Ucrânia pode. Crimeia não pode.

Sem entrar nas histórias da Ucrânia e da Crimeia, disponíveis em todo lugar, e somente abordando a situação atual e ainda esclarecendo que estou longe de ser esquerdista, mas nesta os russos tem razão.

A Ucrânia tem todos os motivos para querer escolher livremente suas associações políticas e econômicas, compatíveis com a vontade manifesta da sua população. Independente de se concordar ou não com sua escolha.

Acontece que a Crimeia tem exatamente os mesmos motivos e direitos.

Existem muitos pseudodemocratas que tentam relativizar interpretando que o seu lado sempre “É DIFERENTE” e hipocritamente dizem, por exemplo, que a Ucrânia fez muito bem em querer se afastar da Rússia, mas vociferam quanto a Crimeia querer o mesmo em relação à Ucrânia.

Estranho que a Europa e os EUA, que se empenharam em defender a legitimidade dos manifestantes que foram às ruas em Kiev e derrubaram o governo, estão contra que a Crimeia defenda queira exercer a mesma soberania popular. Só vale para um lado.

Se “esquecem” que a Crimeia é uma península autônoma (procurem o significado disto) com maioria russa que pode sim rejeitar a opção do novo governo ucraniano e fazer livremente sua opção através de um referendo sobre a anexação dela a ao que quiser, pois a Crimeia não é Ucrânia. Lá mais de 90% falam russo, os jornais, TVs locais e escolas são em russo, sua religião é a Igreja Ortodoxa Russa. Tem que ser muito obtuso para não ver que ali tem um povo russo, e o plebiscito de domingo próximo comprovará essa realidade.

Os russos estão certíssimos em proteger seus amigos, principalmente depois de o ministro recém-empossado da Ucrânia declarar que prenderia quem falasse russo e grupos fascistas ameaçarem os de origem russa, com isto e antes que sofressem uma covarde ação retaliatória, seus amigos do leste apareceram.

Se não ocorresse essa proteção provavelmente estaríamos assistindo a mais uma “limpeza étnica” como ocorreu nos Balcãs, onde milícias assassinavam populações que não tinham qualquer proteção.
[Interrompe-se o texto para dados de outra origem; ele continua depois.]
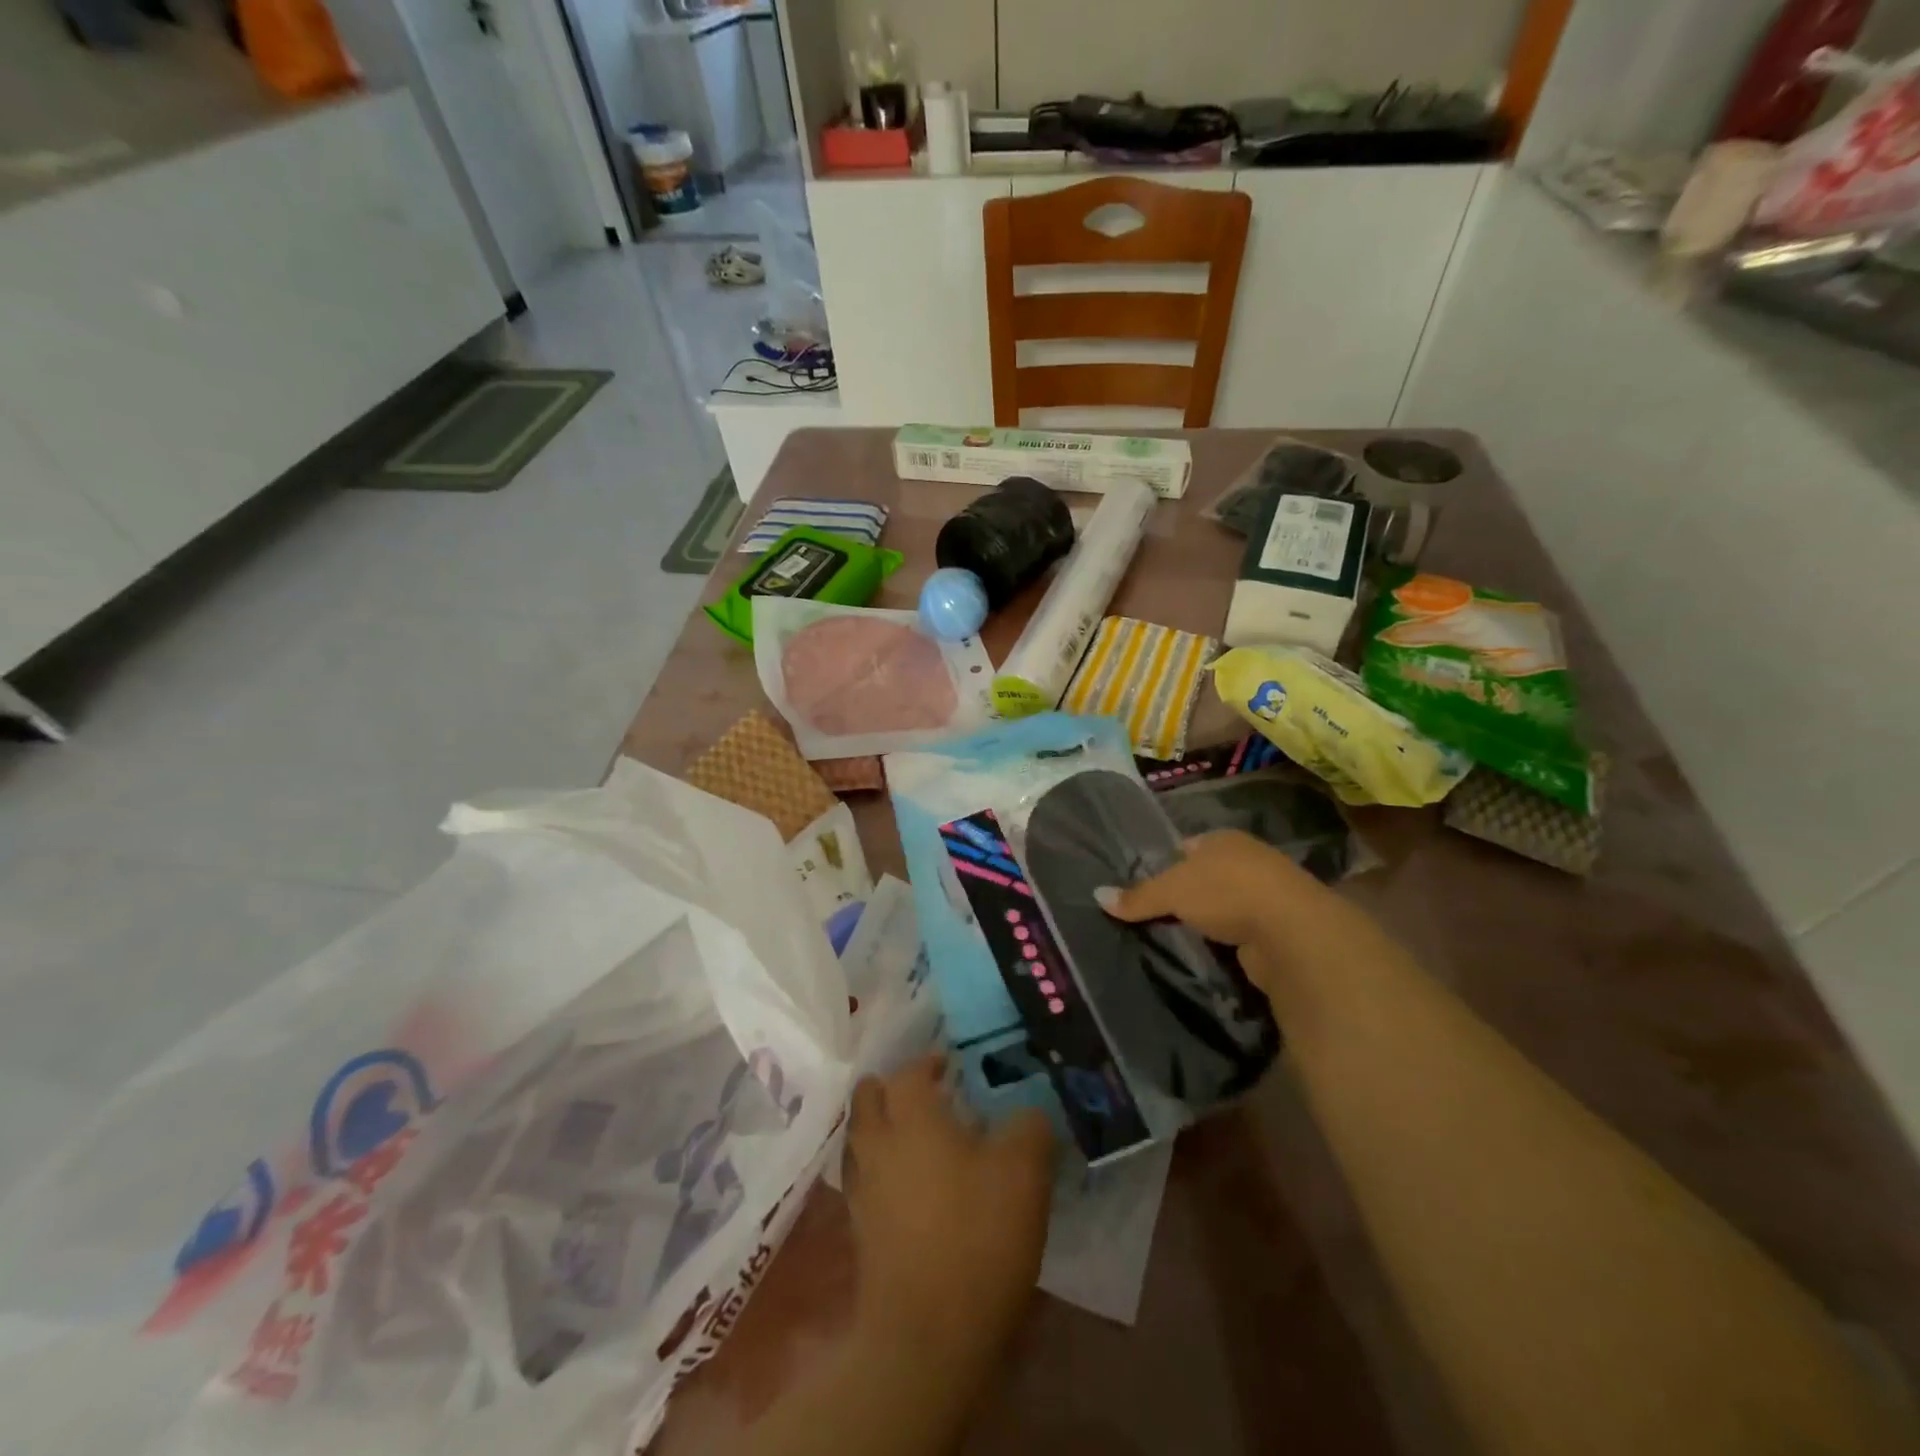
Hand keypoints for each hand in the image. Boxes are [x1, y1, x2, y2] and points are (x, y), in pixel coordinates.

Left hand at [844, 1054, 1054, 1363]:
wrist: (927, 1337)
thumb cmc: (976, 1236)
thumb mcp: (1025, 1170)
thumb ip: (1030, 1126)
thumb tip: (1028, 1114)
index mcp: (911, 1116)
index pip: (909, 1070)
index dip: (929, 1062)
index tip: (952, 1066)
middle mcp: (877, 1143)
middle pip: (870, 1097)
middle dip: (894, 1089)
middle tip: (930, 1097)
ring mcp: (862, 1190)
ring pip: (863, 1139)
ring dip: (886, 1129)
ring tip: (924, 1140)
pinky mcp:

Não se deve esquecer do Timor Leste, onde a população de língua portuguesa democraticamente escolheu se livrar da Indonésia e então centenas de milícias, apoiadas pelo exército indonésio, assassinaram, roubaram e depredaram aquele povo, que foi salvo pela ONU quando autorizou e as primeiras tropas (australianas) meses depois, chegaram em seu socorro.  Porque se fossem depender das nações de idioma português, teriam sido massacrados. Se a ONU não os socorresse talvez não existisse mais aquele povo, e isto porque não tinham amigos.

Ao contrário dos demais povos, os de idioma inglês e russo tem essa segurança de não estarem sozinhos. É só lembrar das ilhas Falklands que continuam falando inglês e não espanhol.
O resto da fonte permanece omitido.